4. The intelligent question-answering system based on natural language processing according to claim 1, wherein the generated question is specifically: performing Chinese word segmentation on the problem keyword structure tree to construct a custom word bank, and generating a question through a semantic template method: subtracting leaf nodes from the document structure tree to generate a problem keyword structure tree, firstly judging whether subtree nodes contain keywords of a user-defined word bank, and if the subtree nodes contain the keywords or are completely matched with the keywords, deleting the words; and then, judging whether the subtree nodes contain the keywords of the verb thesaurus and the fixed-language modifier thesaurus, classifying, performing syntactic transformation, and finally generating the problem.

5. The intelligent question answering system based on natural language processing according to claim 1, wherein the task management module is used for managing task issuing and task state monitoring; the document management is used for managing file uploading, file decompression and document group query; the question-answer pair operation module is used for managing the addition, deletion, modification and query operations of the question-answer pair.

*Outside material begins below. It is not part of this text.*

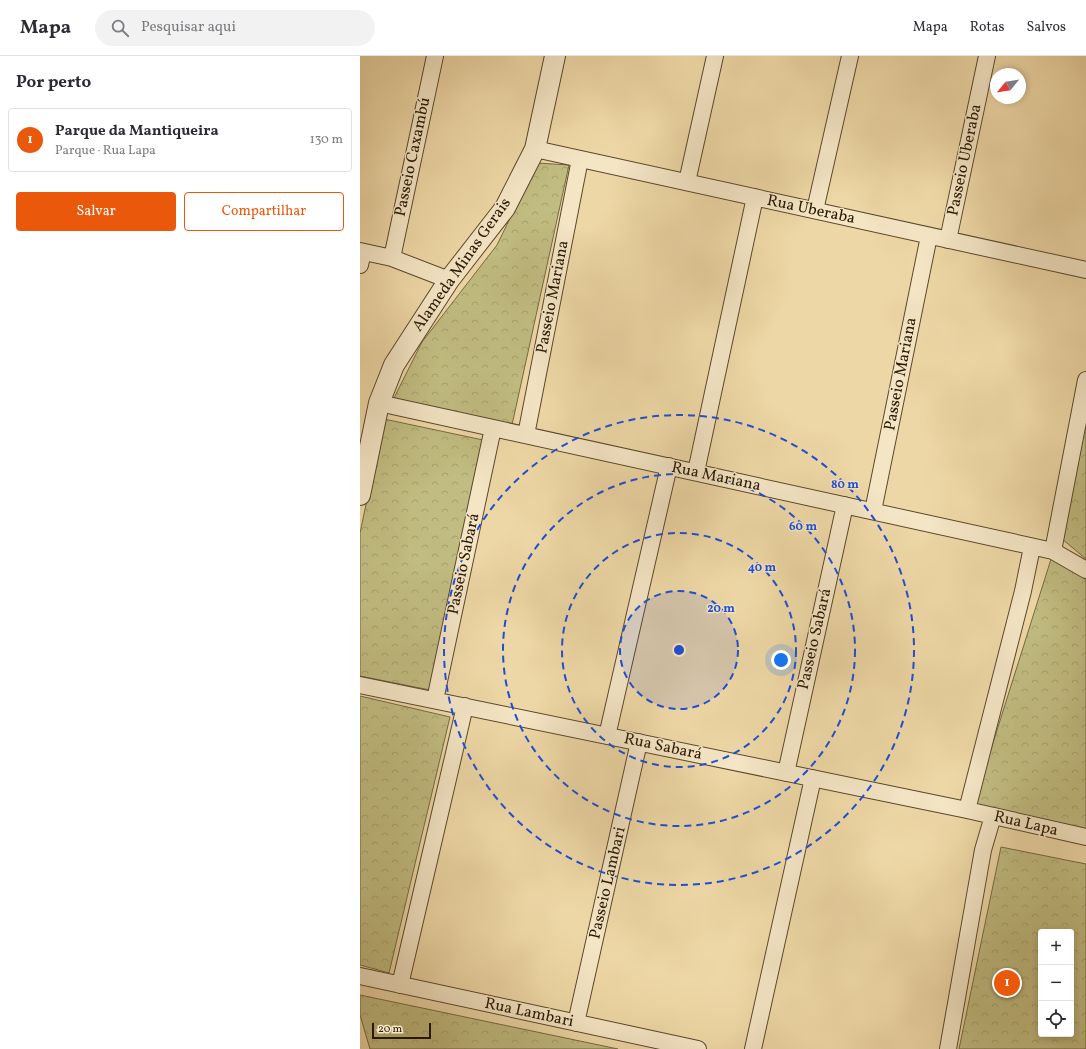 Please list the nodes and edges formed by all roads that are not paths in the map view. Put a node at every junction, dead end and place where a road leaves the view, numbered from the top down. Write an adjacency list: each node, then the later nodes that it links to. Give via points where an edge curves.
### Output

6. The intelligent question-answering system based on natural language processing according to claim 1, wherein the question matching of the question-answering matching module comprises:

accept user questions Q1;

inverted indexing of Q1 by keyword set;

calculating the matching rate of Q1 and each keyword in the keyword library, and taking the keyword with the highest matching rate value as the keyword of Q1;

7. The intelligent question-answering system based on natural language processing according to claim 1, wherein the keyword extraction comprises: traversing all document titles and solving the word frequency of all separators; selecting a special symbol with the highest word frequency as a separator, segmenting the key words and generating word frequency mapping; and filtering phrases with higher word frequency, then segmenting the question, and extracting nouns or dynamic nouns in the phrases as keywords of the question.